#### Work to be completed
Across the records below, how many lines include the word "鸿恩三路"? State only the number.

#### Source material
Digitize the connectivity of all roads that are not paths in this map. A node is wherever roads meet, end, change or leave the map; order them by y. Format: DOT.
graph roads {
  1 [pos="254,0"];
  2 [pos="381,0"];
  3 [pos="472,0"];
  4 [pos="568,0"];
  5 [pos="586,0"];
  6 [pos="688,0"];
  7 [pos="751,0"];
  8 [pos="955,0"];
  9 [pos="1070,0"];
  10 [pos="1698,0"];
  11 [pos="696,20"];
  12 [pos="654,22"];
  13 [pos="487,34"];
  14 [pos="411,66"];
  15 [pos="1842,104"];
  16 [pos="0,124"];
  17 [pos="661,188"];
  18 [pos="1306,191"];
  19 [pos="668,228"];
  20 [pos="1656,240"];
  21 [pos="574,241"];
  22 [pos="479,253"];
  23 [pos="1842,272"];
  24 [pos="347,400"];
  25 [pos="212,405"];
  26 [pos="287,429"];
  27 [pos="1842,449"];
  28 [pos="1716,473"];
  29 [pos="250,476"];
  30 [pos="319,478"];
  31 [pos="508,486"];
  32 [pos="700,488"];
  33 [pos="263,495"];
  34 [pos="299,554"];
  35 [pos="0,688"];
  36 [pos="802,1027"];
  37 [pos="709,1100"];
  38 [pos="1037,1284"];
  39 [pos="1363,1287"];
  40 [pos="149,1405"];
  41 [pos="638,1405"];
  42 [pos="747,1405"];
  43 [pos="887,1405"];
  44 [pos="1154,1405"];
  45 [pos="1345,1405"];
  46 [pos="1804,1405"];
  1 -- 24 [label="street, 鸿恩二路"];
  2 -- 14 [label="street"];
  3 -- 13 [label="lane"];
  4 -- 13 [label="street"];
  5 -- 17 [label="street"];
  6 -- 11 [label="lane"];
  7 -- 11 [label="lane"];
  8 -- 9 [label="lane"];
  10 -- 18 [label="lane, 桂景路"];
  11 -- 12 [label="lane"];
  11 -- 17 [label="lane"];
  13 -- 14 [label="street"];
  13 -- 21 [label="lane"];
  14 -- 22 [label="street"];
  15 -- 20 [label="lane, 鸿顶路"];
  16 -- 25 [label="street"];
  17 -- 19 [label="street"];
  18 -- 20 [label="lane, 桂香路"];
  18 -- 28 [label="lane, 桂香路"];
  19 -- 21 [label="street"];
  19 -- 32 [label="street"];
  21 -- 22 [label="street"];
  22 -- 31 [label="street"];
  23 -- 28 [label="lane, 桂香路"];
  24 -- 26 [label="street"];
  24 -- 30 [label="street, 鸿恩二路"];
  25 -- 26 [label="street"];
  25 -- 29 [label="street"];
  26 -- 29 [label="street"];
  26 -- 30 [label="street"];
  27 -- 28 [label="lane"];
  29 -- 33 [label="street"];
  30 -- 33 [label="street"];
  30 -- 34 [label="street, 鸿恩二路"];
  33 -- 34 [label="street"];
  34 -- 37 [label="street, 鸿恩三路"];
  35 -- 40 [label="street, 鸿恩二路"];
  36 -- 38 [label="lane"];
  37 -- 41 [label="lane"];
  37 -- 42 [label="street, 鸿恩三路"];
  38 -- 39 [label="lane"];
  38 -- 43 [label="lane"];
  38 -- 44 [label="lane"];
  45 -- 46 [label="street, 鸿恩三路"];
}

#### Result of this exercise
3